Given the specific nature and scale of the 1994 genocide, in which hundreds of thousands of ordinary and often poor civilians actively participated in the killing of Tutsi and the destruction of property, coupled with the large number of survivors, a comprehensive reparations mechanism set up by the government would be the most effective means of realising the right of survivors to reparation. However, to date this has failed to materialise due to a lack of political will, alleged limited funding and a narrow awareness of the reparation beyond assistance to only the most vulnerable survivors through FARG (Government Assistance Fund for Vulnerable Survivors).
The majority of survivors’ organisations consulted by SURF and REDRESS indicated that they believe the Government is primarily responsible for ensuring reparation. For them, a Compensation Fund is still the best option for delivering compensation and restitution to survivors, provided that survivors and survivors’ organisations in Rwanda are consulted in its establishment and formally represented in its governance (addressing the exclusion of survivor’s organisations from the management of FARG). Such a Compensation Fund will address the lack of enforcement of compensation awards, and help survivors to address the most serious consequences of the genocide.

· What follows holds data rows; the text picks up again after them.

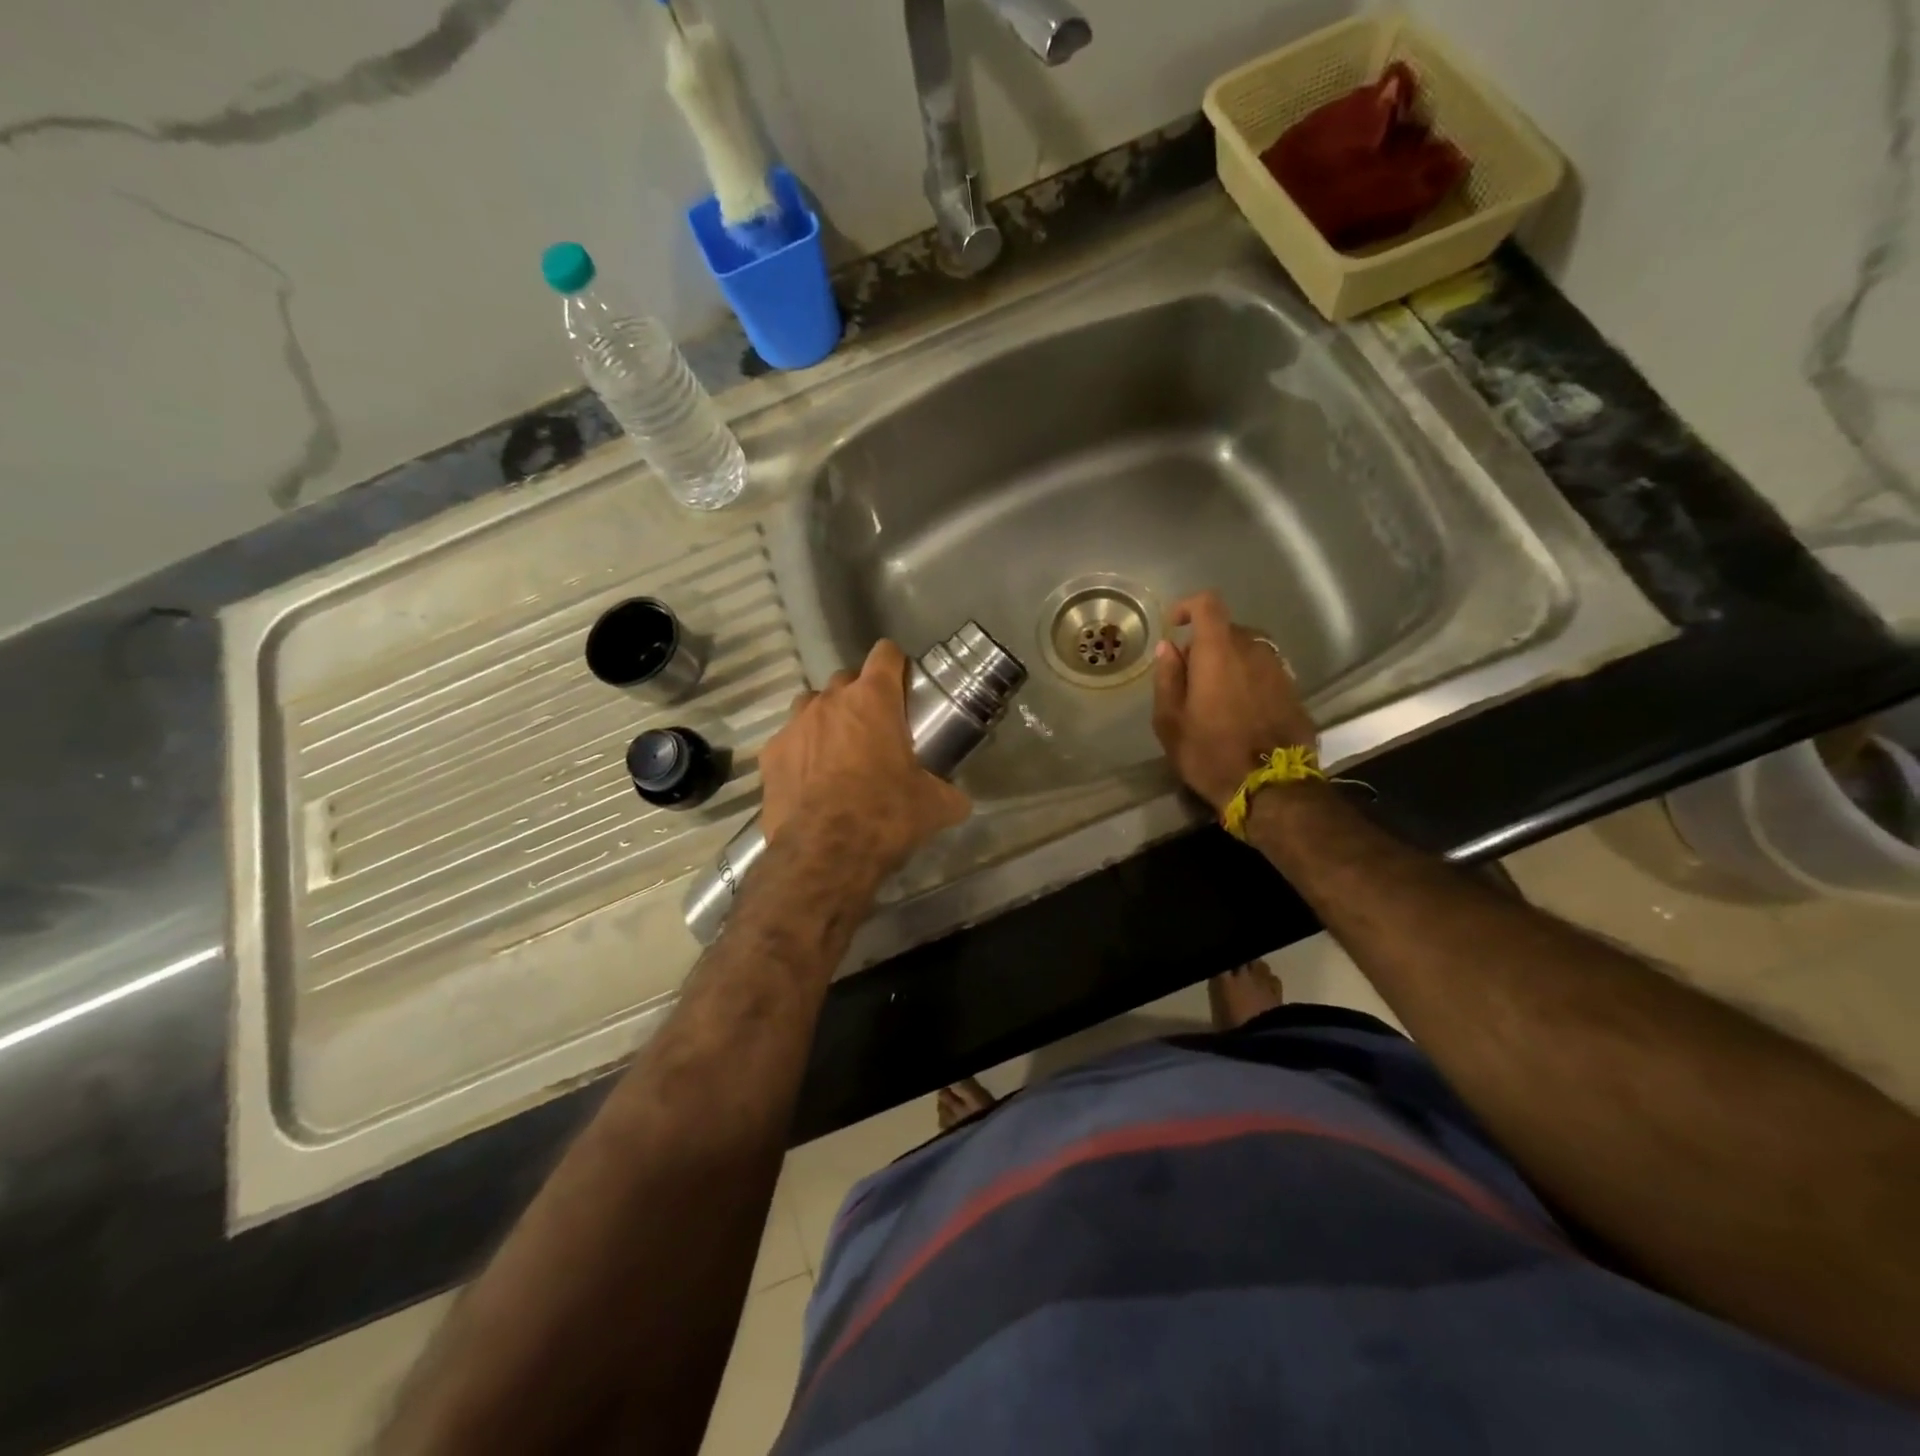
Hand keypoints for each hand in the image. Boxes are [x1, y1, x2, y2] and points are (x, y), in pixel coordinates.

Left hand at [759, 640, 971, 884]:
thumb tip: (959, 800)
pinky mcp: (770, 754)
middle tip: (875, 727)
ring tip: (839, 750)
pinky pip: (788, 741)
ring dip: (826, 718)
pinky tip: (810, 780)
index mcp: (873, 700)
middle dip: (860, 696)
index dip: (896, 665)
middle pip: (846, 679)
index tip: (903, 685)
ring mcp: (795, 725)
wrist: (826, 852)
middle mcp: (830, 700)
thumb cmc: (886, 815)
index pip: (885, 654)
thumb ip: (950, 793)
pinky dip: (800, 752)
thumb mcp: (934, 806)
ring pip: (811, 704)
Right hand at [1151, 591, 1317, 812]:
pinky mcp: (1295, 692)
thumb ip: (1168, 678)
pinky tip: (1240, 711)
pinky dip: (1250, 680)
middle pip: (1228, 630)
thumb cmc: (1209, 755)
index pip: (1208, 604)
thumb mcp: (1170, 722)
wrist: (1271, 789)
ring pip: (1250, 651)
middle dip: (1206, 644)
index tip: (1175, 624)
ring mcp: (1280, 670)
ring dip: (1230, 663)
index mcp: (1219, 653)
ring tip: (1216, 696)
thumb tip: (1169, 648)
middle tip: (1190, 677)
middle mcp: (1254, 651)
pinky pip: (1266, 672)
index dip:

Since 2010, REDRESS and Survivors Fund (SURF), in conjunction with IBUKA, have conducted research countries into possible mechanisms to deliver reparations to genocide survivors in Rwanda, out of which a discussion paper was published in July 2012, No Justice Without Reparation. It incorporates the views of survivors, and draws on the experience of other post-conflict countries, as to how best the issue of reparation can be addressed. The main recommendation calls on the Government of Rwanda to establish a Task Force on Reparations with the necessary resources to undertake a comprehensive assessment of the situation for a report that will serve as a roadmap for the Government of Rwanda to finally address the issue.